The company, with a market value of approximately $40 billion, currently trades at a price-to-earnings ratio of 40.49. That P/E ratio is shown by available data to sit above the calculated Fair Value for the stock, suggesting potential valuation pressure even after a 24.87% total return over the past 12 months.
Key operational metrics from the fourth quarter failed to meet Stephens’ projections. Aggregates average selling price increased 5.3% year over year, short of the 7.2% gain Stephens had modeled. Volumes rose 2.1% versus an expected 2.8%.
Profitability on a per-ton basis also came up short. Aggregates gross profit per ton increased 8.6%, below Stephens’ estimate. Meanwhile, unit costs rose 4.0%, above the anticipated 1.4% increase. Adjusting for one-time items, unit costs still increased 2.7% in the period.
Guidance for calendar year 2026 was another area of divergence. Martin Marietta’s consolidated EBITDA outlook at the midpoint fell below Stephens’ estimate. At the midpoint of the company’s guidance, implied gross profit per ton was projected to rise 8.4% versus Stephens’ expectation of a 10.4% increase. The guidance also implies cost per ton will climb roughly 3% in 2026.
On a trailing basis, the company’s last twelve months EBITDA is $2.09 billion, and the shares are trading at an enterprise-value-to-EBITDA multiple of 21.57.

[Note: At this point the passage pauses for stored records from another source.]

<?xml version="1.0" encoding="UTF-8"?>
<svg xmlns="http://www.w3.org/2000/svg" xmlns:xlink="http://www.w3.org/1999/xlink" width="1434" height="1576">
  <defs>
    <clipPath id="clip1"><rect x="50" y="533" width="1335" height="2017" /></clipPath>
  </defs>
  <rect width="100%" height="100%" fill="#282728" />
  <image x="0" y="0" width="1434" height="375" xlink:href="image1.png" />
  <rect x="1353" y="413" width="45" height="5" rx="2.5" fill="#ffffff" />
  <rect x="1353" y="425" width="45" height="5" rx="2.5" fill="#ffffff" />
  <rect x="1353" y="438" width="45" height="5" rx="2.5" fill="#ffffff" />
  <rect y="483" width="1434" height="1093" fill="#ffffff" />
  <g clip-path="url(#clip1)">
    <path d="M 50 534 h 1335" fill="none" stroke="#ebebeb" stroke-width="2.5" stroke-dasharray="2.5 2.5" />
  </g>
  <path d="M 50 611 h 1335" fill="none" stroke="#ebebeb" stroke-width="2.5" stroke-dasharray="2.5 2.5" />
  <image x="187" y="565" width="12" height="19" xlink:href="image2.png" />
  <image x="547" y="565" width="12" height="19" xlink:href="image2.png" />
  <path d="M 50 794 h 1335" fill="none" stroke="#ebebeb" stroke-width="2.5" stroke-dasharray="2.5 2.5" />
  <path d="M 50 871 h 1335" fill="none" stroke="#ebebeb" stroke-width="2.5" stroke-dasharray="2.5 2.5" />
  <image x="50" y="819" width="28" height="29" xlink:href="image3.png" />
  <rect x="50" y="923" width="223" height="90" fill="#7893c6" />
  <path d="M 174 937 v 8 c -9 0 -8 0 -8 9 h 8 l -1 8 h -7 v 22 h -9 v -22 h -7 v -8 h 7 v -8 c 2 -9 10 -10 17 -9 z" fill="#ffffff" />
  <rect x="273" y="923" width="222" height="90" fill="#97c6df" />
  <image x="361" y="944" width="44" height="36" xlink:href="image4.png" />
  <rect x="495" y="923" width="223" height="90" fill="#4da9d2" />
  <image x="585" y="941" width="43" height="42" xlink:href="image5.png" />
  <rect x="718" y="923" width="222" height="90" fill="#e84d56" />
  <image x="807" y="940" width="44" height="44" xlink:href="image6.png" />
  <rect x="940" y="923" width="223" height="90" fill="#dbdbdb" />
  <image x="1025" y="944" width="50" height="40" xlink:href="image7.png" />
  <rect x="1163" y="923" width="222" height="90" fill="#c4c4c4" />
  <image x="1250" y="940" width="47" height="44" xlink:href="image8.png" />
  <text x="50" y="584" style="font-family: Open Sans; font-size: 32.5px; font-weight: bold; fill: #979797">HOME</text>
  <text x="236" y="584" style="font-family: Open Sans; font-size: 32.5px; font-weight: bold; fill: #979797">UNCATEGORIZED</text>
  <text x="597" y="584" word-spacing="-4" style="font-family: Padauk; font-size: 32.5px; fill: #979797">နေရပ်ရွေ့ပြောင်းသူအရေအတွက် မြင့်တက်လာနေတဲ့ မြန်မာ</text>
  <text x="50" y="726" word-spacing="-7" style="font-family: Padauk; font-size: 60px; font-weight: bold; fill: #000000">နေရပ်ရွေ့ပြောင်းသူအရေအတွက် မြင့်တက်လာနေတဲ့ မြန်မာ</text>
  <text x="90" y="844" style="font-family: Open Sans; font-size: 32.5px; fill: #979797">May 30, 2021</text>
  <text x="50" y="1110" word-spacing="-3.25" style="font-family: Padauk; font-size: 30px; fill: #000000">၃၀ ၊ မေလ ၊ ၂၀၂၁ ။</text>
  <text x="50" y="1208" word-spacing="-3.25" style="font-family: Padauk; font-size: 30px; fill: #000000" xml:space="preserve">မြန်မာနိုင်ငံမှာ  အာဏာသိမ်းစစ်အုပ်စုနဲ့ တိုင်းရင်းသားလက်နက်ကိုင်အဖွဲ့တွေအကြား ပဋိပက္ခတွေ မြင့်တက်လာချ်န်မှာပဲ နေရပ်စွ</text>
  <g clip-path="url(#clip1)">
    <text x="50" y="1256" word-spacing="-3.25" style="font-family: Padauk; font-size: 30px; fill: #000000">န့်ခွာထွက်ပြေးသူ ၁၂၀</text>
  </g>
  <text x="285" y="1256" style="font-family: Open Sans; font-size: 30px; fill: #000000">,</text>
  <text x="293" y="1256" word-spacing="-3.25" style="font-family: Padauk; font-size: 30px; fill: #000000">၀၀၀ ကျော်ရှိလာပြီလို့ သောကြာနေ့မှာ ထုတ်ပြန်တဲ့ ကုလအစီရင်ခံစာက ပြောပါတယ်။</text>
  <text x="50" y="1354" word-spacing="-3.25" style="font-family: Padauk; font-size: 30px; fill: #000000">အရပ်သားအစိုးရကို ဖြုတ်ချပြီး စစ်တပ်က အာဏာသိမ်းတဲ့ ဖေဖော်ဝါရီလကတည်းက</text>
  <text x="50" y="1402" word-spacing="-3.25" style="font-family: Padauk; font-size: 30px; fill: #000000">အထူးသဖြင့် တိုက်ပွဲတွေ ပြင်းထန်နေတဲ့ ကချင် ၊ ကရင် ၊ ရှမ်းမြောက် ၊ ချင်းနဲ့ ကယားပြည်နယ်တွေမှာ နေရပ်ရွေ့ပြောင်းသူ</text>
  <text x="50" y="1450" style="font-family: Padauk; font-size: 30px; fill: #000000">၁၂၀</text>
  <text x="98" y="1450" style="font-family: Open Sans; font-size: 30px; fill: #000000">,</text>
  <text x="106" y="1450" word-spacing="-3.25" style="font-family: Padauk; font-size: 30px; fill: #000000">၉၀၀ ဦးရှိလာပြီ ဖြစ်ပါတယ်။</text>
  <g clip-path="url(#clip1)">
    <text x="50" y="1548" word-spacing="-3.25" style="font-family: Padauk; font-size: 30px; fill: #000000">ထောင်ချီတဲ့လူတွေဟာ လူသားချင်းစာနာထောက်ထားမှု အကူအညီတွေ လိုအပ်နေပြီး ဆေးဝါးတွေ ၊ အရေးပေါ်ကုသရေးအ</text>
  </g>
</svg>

Despite trimming the price target, Stephens maintained its positive stance on the stock’s relative potential. The firm stated that "a reasonable bar has been set for the year," and that the company’s outlook "still implies low teens earnings growth." Stephens also cited the pending Quikrete swap closure and ongoing discussions around reauthorization of the Infrastructure Investment and Jobs Act as supportive considerations for the outlook.
Additional data points highlight certain shareholder-return characteristics and a modest dividend yield. Research data indicates the company has paid dividends for 32 consecutive years and has increased its dividend for 10 consecutive years, with a current yield of 0.5%. Separately, a third-party financial health assessment assigns the company a rating of "GOOD".
Martin Marietta announced its fourth-quarter 2025 financial results alongside these operational disclosures. The company reported earnings per share of $4.62, missing the consensus expectation of $4.85. Revenue for the quarter was $1.53 billion, short of the $1.66 billion forecast. These shortfalls were disclosed during the company’s earnings call. There were no reports of analyst upgrades or downgrades following the earnings release.
For investors and market participants, the combination of a valuation premium, guidance that implies slower per-ton margin expansion, and higher unit cost trends are key inputs when assessing risk and return for exposure to Martin Marietta and to the broader construction materials sector.
Summary: Stephens cut its Martin Marietta price target to $735 from $740 but kept an Overweight rating after fourth-quarter results and 2026 guidance that came in below expectations on key per-ton metrics and unit costs. The stock trades at a P/E of 40.49 and an EV/EBITDA of 21.57; trailing EBITDA is $2.09 billion.